Ever since I can remember I have been fascinated by the stage. From the awe of watching Michael Jackson on the TV to my first ever concert – an evening church service with MaryMary – I knew I had to be surrounded by great artists.
I think I was 14 when I first sang into the voice recorder app on my Blackberry and, on playing it back, realised that I may not have what it takes to be an artist myself. Luckily it wasn’t long before T-Pain brought out his auto tune app and made that experience slightly more bearable, but I was grateful for this self-awareness to want to move on to developing potential talent in others.
Since then, I’ve always aimed to work behind the scenes and play a supportive role for the most talented people in the world. I learned that behind the finished product is an incredible team of stakeholders and we see it in music every day. Stormzy’s #Merky imprint is an incredible case study in how a hardworking and dedicated team can elevate a brand. I have seen amazing individuals from that team go above and beyond to make things happen, not for the individual credit, but for the music and being a part of something amazing.
'We find ourselves so intrinsically linked to our job titles we struggle to make meaningful connections with people in our industry and relationships can sometimes feel transactional.'
‘Credit’ is something that I have struggled with in this new age of industry professional influencers and brand building. Whilst I think it’s incredibly important to build a professional reputation to advance opportunities, I also think the heart of what we do and why we do it can get lost in the want for self-promotion, especially as our roles are designed to be away from the spotlight.
Social media can sometimes find us posting meaningless content to prove our achievements to strangers; whether that be our access to exclusive events, proximity to talent – posts I am guilty also of. I have started asking myself before pressing the share button – ‘Why am I posting this?’ and now if I’m not met with a genuine response, the memory becomes one for the personal archive.
We also find ourselves so intrinsically linked to our job titles we struggle to make meaningful connections with people in our industry and relationships can sometimes feel transactional. When leaving label/publisher life for a short period, I remember losing a lot of ‘friends’ and then when transitioning months later into my current role they reappeared.
'The visibility equating to success line resonates with me, not necessarily because it is something we can all relate to, but because of the calibre of people who are less visible and are taking enormous strides in our scene.'
In her EMMYs acceptance speech Michaela Coel said: ‘I dare you. In a world that entices us to browse through the lives of others to help us better determine how we feel about ourselves, and to, in turn, feel the need to be constantly visible, for visibility these days seems to somehow equate to success. Do not be afraid to disappear, from it, from us, for a while, and see what comes to you in the silence.’

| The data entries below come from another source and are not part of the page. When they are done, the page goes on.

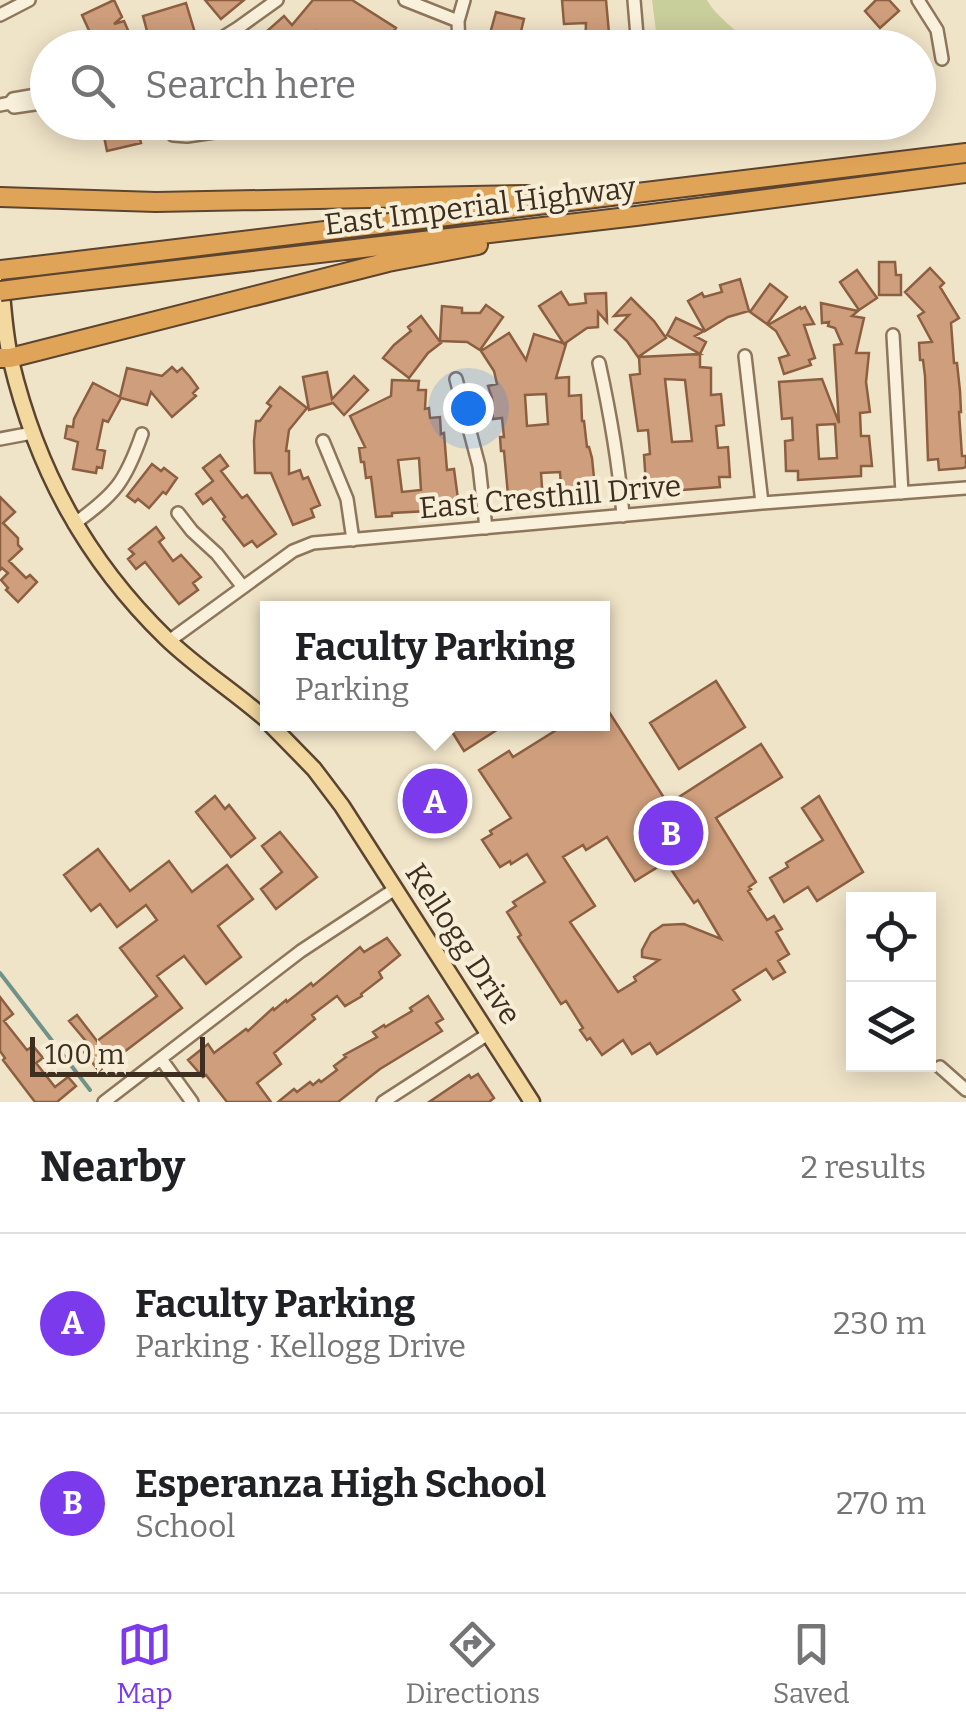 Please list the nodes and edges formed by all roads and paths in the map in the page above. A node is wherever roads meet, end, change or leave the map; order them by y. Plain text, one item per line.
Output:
1 (29, 0) edge
2 (277, 0) edge
3 (404, 0) edge
4 (464, 0) edge
5 (634, 0) edge
6 (918, 0) edge
7 (0, 15) edge
8 (458, 21) junction
9 (233, 30) edge
10 (458, 30) edge
11 (636, 30) edge
12 (942, 59) dead end
13 (30, 96) edge
14 (5, 104) edge
15 (30, 105) edge
16 (966, 153) edge
17 (966, 173) edge
18 (628, 193) junction
19 (0, 197) edge
20 (636, 216) junction
21 (0, 270) edge
22 (0, 291) edge
23 (893, 335) dead end
24 (745, 356) dead end
25 (5, 358) edge
26 (599, 362) dead end
27 (456, 378) dead end
28 (32, 434) junction
29 (142, 434) dead end
30 (0, 439) edge
31 (324, 442) dead end
32 (966, 488) edge
33 (902, 493) junction
34 (762, 503) junction
35 (178, 513) dead end
36 (623, 516) junction
37 (74, 524) junction
38 (486, 528) junction
39 (353, 540) junction
40 (243, 587) junction
41 (168, 640) junction
42 (260, 715) edge
43 (278, 731) edge
44 (395, 889) junction
45 (488, 1034) junction
46 (161, 1059) junction
47 (940, 1066) dead end
48 (966, 1090) edge
49 (104, 1102) edge
50 (192, 1102) edge
51 (383, 1102) edge
52 (532, 1102) edge

1 - 7 street
2 - 9 street
3 - 8 street
4 - 8 street
5 - 11 street
6 - 12 street
8 - 10 street
13 - 14 street
14 - 15 street
16 - 18 highway, East Imperial Highway
17 - 20 highway, East Imperial Highway
18 - 19 highway
18 - 21 highway, East Imperial Highway, bridge
20 - 22 highway, East Imperial Highway, bridge
20 - 25 highway
21 - 25 main road, Kellogg Drive
23 - 33 street
24 - 34 street
25 - 28 main road, Kellogg Drive
26 - 36 street
27 - 38 street
28 - 30 street
28 - 37 main road, Kellogg Drive
29 - 37 street
31 - 39 street
32 - 33 street, East Cresthill Drive
33 - 34 street, East Cresthill Drive
34 - 36 street, East Cresthill Drive
35 - 40 street
36 - 38 street, East Cresthill Drive
37 - 41 main road, Kellogg Drive
38 - 39 street, East Cresthill Drive
39 - 40 street, East Cresthill Drive
40 - 41 street, East Cresthill Drive
41 - 42 main road, Kellogg Drive
43 - 44 main road, Kellogg Drive
44 - 45 main road, Kellogg Drive
44 - 46 street
45 - 51 street
45 - 52 main road, Kellogg Drive
46 - 49 street
46 - 50 street
47 - 48 street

The visibility equating to success line resonates with me, not necessarily because it is something we can all relate to, but because of the calibre of people who are less visible and are taking enormous strides in our scene. It reminds me of amazing professionals like Eve Fairley-Chickwe, who at such a young age had one of the most talented rosters in the country from Loyle Carner to Mahalia, Koffee and The Big Moon but manages to slip under the radar. Or creatives like Kay Ibrahim who has worked with the biggest artists in the world whilst remaining dedicated to breaking new alternative artists through visual art. Even though both Kay and Eve are not spoken about as much as they should be I have now come to realise that is the point. Eve is not signing amazing artists to be on stage and Kay is not taking images so he can be in front of the camera. They are simply just doing their job and doing it well.
'Striking the healthy balance between self-promotion and being more elusive is key to getting the work done and letting your work speak for you.'
It is important to celebrate ourselves as Black people – if we don’t, no one will. But whilst we celebrate and promote ourselves, and the usual names come up, let's look around more and look out for the underdogs. This doesn't always have to be public either, words of encouragement go a very long way one-on-one. You would be surprised that a simple ‘thank you’ on an intense week at work is enough to make someone cry.
Striking the healthy balance between self-promotion and being more elusive is key to getting the work done and letting your work speak for you. Lastly, power to the artist and creators, our livelihood exists because of them and the artists that have gone before.